What the task requires
Filter task. Return each line of the material that holds the string "Drive".

Provided records
──────────

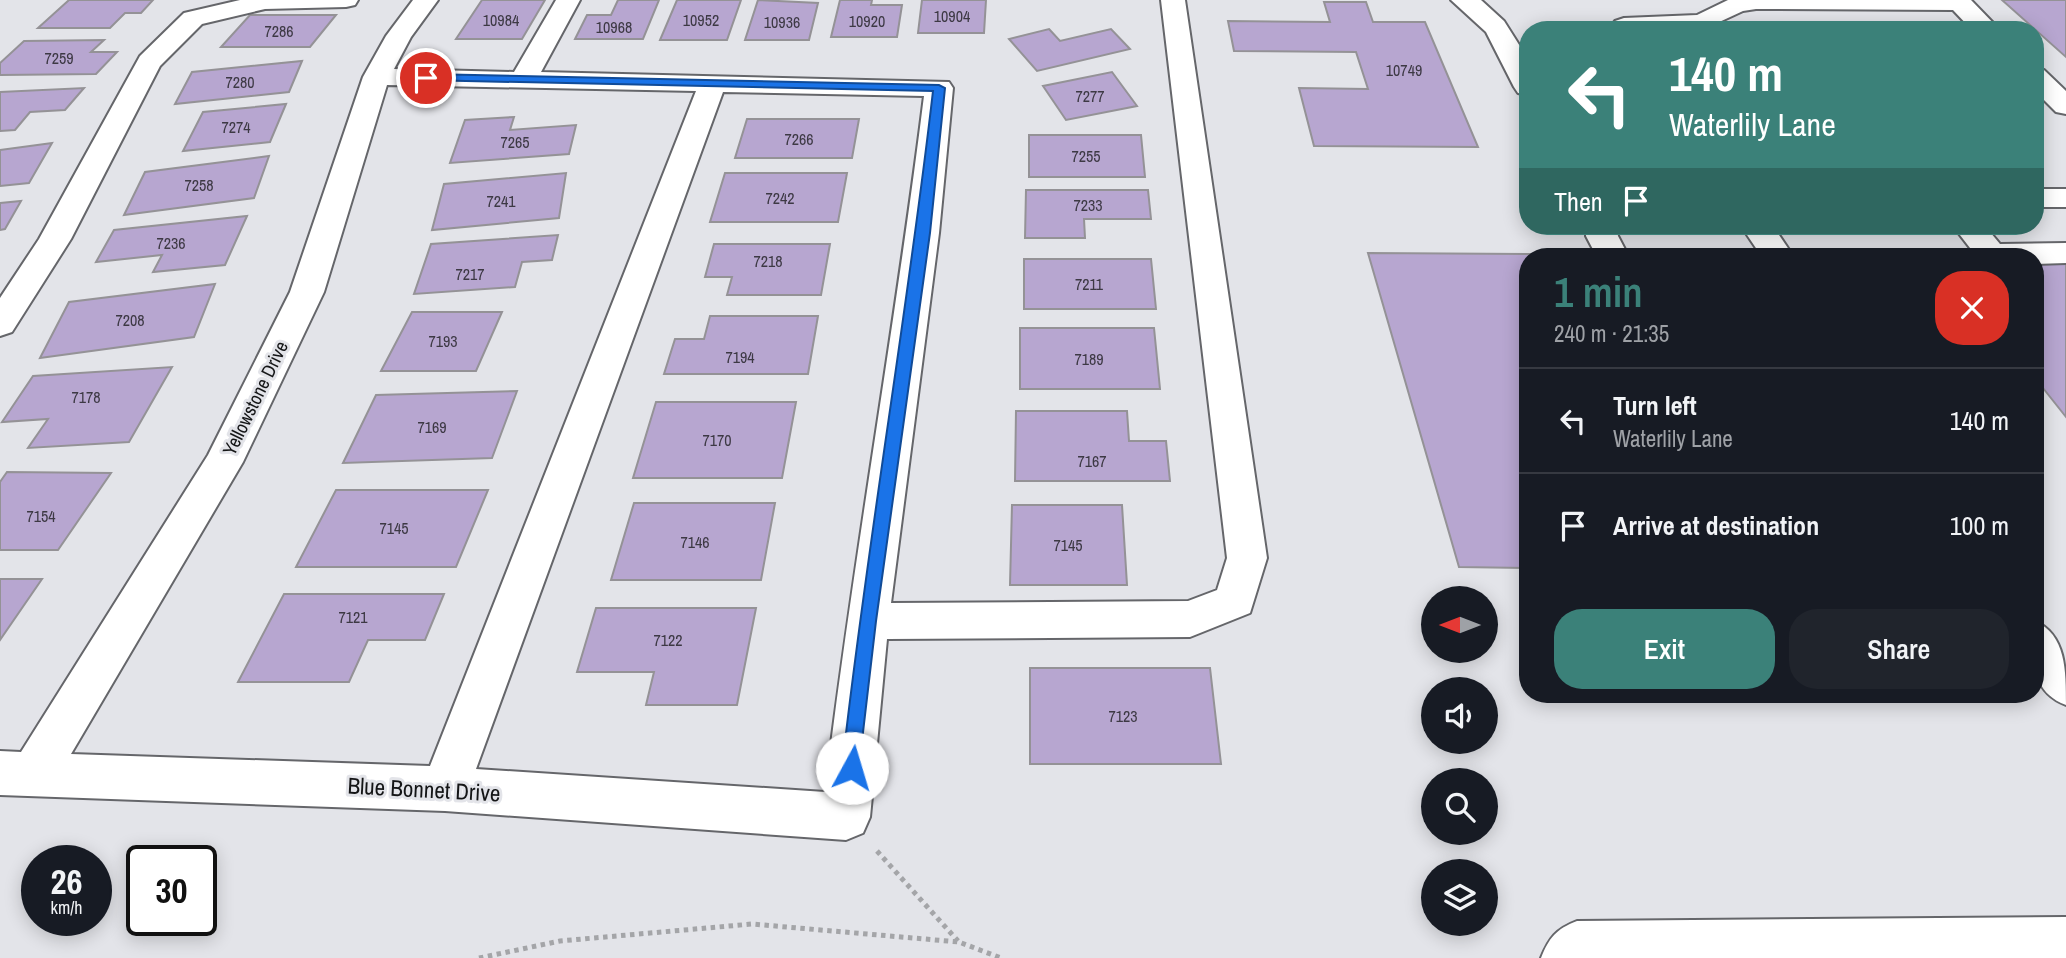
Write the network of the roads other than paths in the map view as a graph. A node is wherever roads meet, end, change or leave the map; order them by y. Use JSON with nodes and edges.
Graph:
{"nodes":[{"id":1,"x":346,"y":0,"type":"edge"},
{"id":2,"x":426,"y":0,"type":"edge"},
{"id":3,"x":568,"y":0,"type":"edge"},
{"id":4,"x":1173,"y":0,"type":"edge"},
{"id":5,"x":1463,"y":0,"type":"edge"},
{"id":6,"x":1958,"y":1,"type":"edge"},
{"id":7,"x":1704,"y":21,"type":"edge"},
{"id":8,"x":1978,"y":21,"type":"edge"},
{"id":9,"x":1519,"y":70,"type":"edge"},
{"id":10,"x":376,"y":77,"type":"junction"},
{"id":11,"x":524,"y":78,"type":"junction"},
{"id":12,"x":713,"y":83,"type":"junction"},
{"id":13,"x":2044,"y":85,"type":"edge"},
{"id":14,"x":2066,"y":106,"type":"edge"},
{"id":15,"x":2044,"y":198,"type":"edge"},
{"id":16,"x":2066,"y":198,"type":"edge"},
{"id":17,"x":2044,"y":253,"type":"edge"},
{"id":18,"x":2066,"y":253,"type":"edge"},
{"id":19,"x":0,"y":324,"type":"edge"},
{"id":20,"x":867,"y":621,"type":"junction"},
{"id":21,"x":2044,"y":652,"type":"edge"},
{"id":22,"x":2066,"y":685,"type":"edge"},
{"id":23,"x":2044,"y":695,"type":"edge"},
{"id":24,"x":2066,"y":703,"type":"edge"},
{"id":25,"x":17,"y":774,"type":"edge"},
{"id":26,"x":445,"y":789,"type":"junction"},
{"id":27,"x":2066,"y":943,"type":"edge"},
{"id":28,"x":1567,"y":958,"type":"edge"}],
"edges":[{"from":1,"to":19,"type":"street"},
{"from":2,"to":10,"type":"street","name":"Yellowstone Drive"},
{"from":3,"to":11,"type":"street"},
{"from":4,"to":20,"type":"street"},
{"from":5,"to":9,"type":"street"},
{"from":6,"to":7,"type":"street"},
{"from":6,"to":8,"type":"street"},
{"from":10,"to":11,"type":"street"},
{"from":10,"to":25,"type":"street","name":"Yellowstone Drive"},
{"from":11,"to":12,"type":"street"},
{"from":12,"to":20,"type":"street"},
{"from":12,"to":26,"type":"street"},
{"from":13,"to":14,"type":"street"},
{"from":15,"to":16,"type":"street"},
{"from":17,"to":18,"type":"street"},
{"from":20,"to":26,"type":"street","name":"Blue Bonnet Drive"},
{"from":21,"to":22,"type":"street"},
{"from":23,"to":24,"type":"street"},
{"from":25,"to":26,"type":"street","name":"Blue Bonnet Drive"},
{"from":27,"to":28,"type":"street"}]}
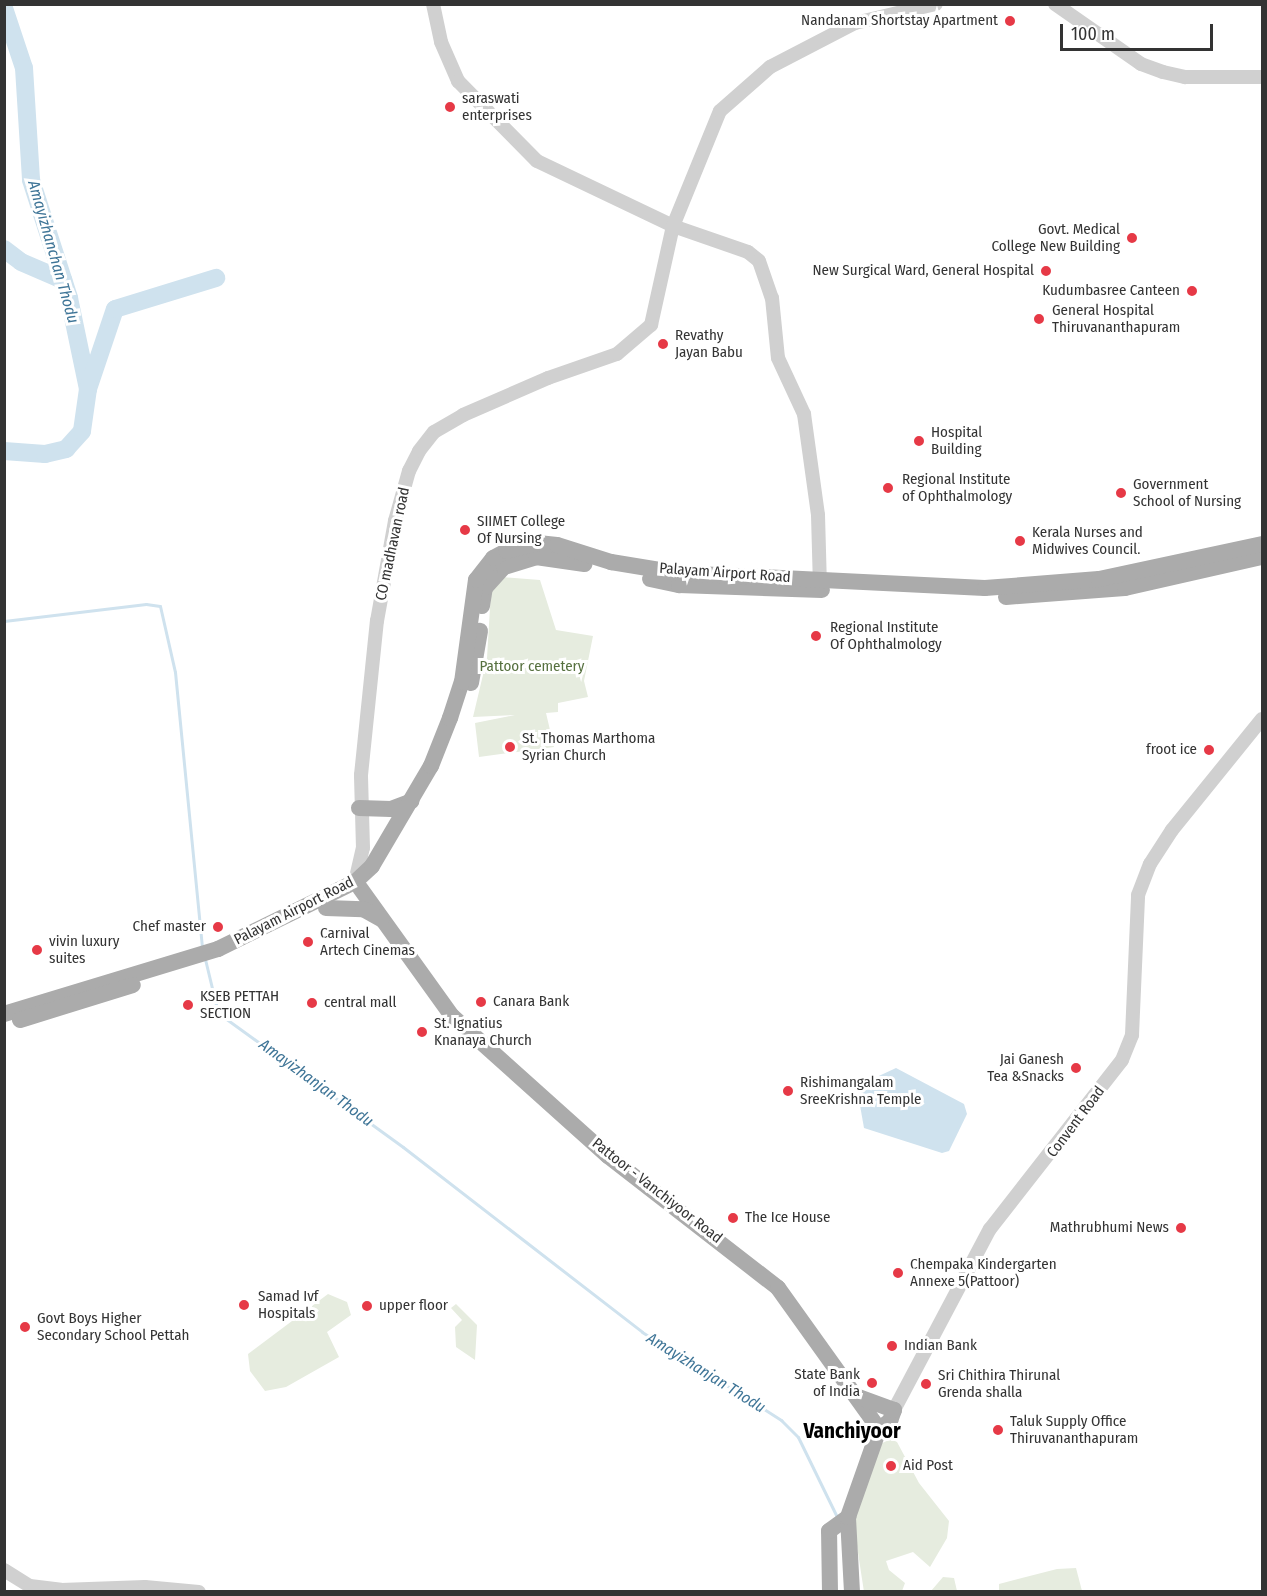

──────────

Result of the task
{"from":2,"to":10,"type":"street","name":"Yellowstone Drive"},
{"from":10,"to":25,"type":"street","name":"Yellowstone Drive"},
{"from":20,"to":26,"type":"street","name":"Blue Bonnet Drive"},
{"from":25,"to":26,"type":"street","name":"Blue Bonnet Drive"},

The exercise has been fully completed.